0

I am currently trying to import pdf tables from a large number of files with tabulizer. Tabulizer works amazingly for pdfs all I need to do is:

table <- extract_tables("pdf_path" or "pdf_url)

However, the issue that I am having is that the website I am trying to extract these pdfs from needs you to log-in (free) to see the pdfs.

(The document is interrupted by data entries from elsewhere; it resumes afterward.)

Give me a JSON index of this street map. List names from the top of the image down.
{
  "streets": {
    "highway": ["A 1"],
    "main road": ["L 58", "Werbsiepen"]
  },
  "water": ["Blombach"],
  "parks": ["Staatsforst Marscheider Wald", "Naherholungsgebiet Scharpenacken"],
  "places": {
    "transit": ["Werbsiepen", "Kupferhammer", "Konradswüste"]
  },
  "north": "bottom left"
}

So I am trying to log-in to the website using rvest and httr and then scrape the pdfs.

url <- 'https://www.krollbondratings.com/show_report/20265'
session <- html_session(url)
url <- jump_to(session, "https://www.krollbondratings.com/auth?uri=/show_report/20265")
form <- html_form(read_html(url))[[2]]
filled_form <- set_values(form,
                          email = "my_email",
                          password = "password")

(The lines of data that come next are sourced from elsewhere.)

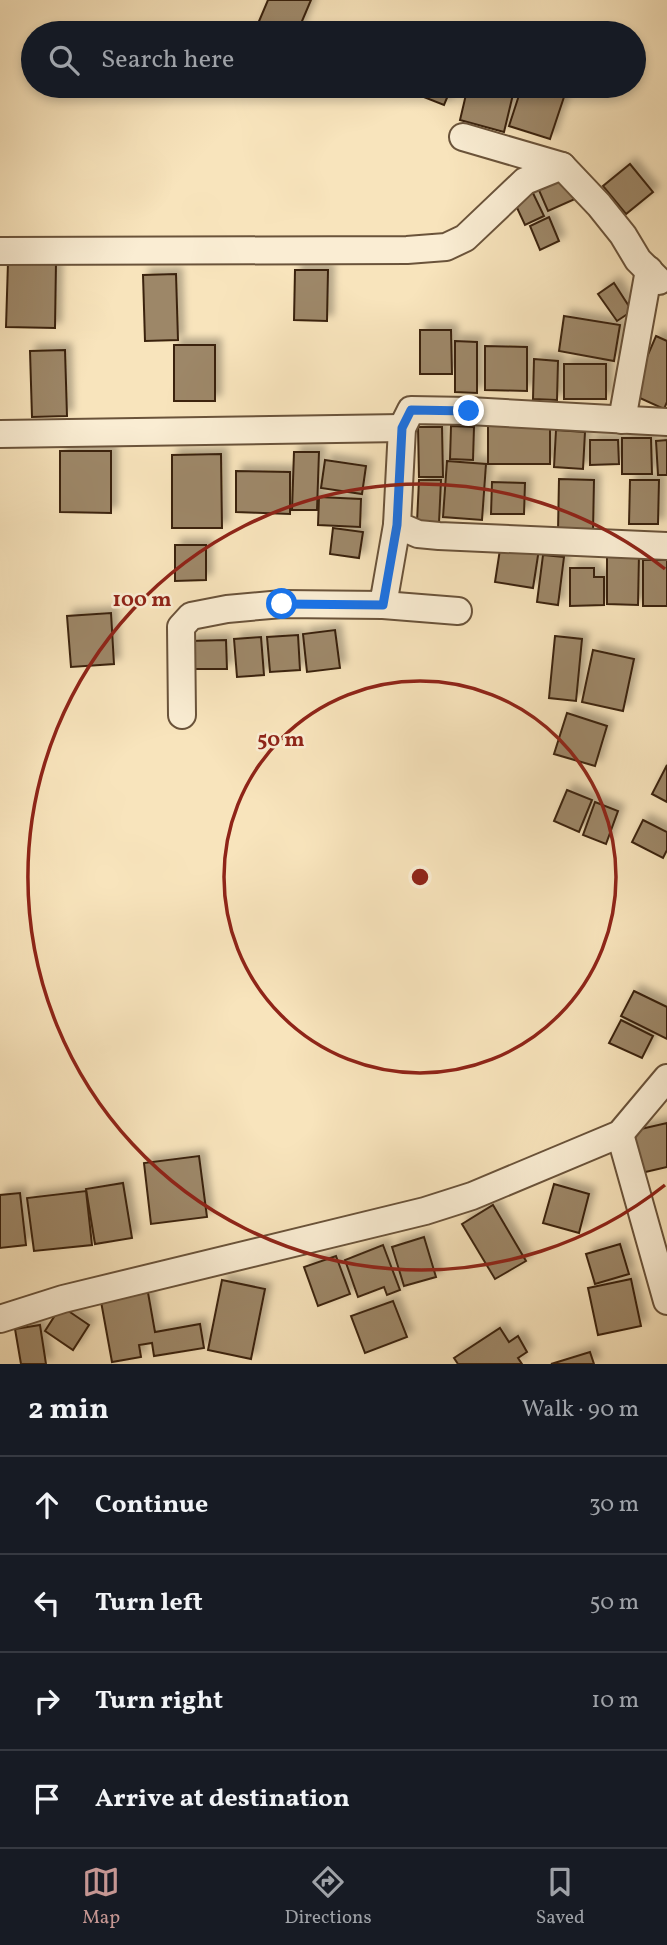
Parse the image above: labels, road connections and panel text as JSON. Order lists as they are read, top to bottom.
{
  "page": {
    "search": "Search here",
    "heading": ["2 min", "Walk · 90 m"],
    "list": [
      ["Continue", "30 m"],
      ["Turn left", "50 m"],
      ["Turn right", "10 m"],
      "Arrive at destination"
    ],
    "nav": ["Map", "Directions", "Saved"]
  },
  "rings": ["100 m", "50 m"]
}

pdf <- submit_form(session, filled_form)

This is where I am stuck, I know I am headed in the right direction as the output of "submit_form(session, filled_form)" is:

<session> https://www.krollbondratings.com/show_report/20265
  Status: 200
  Type:   application/pdf
  Size:   260625

Clearly, it is actually successfuly logging in and seeing the pdf, however, I have no idea how to make it stay logged in and actually download/access the pdf with either download.file or tabulizers extract_tables.

Downloading a file after login using a https URL

This is the best tutorial that I have found but it does not actually download a pdf file specifically, but rather an html file which is useless to me.

Thank you for your time, everyone.

NelsonGon
  • 13,015
  • 7
  • 27
  • 57
Marc
  • 21
  • 2

1 Answers1

0

Solved, it actually does download the pdf file but not in pdf format!

url <- 'https://www.krollbondratings.com/show_report/20265'
session <- html_session(url)
url <- jump_to(session, "https://www.krollbondratings.com/auth?uri=/show_report/20265")
form <- html_form(read_html(url))[[2]]
filled_form <- set_values(form,
                          email = "my_email",
                          password = "password")
pdf <- submit_form(session, filled_form)
download_url <- 'https://www.krollbondratings.com/show_report/20265'
writeBin(download$response$content, basename(download_url))
Marc
  • 21
  • 2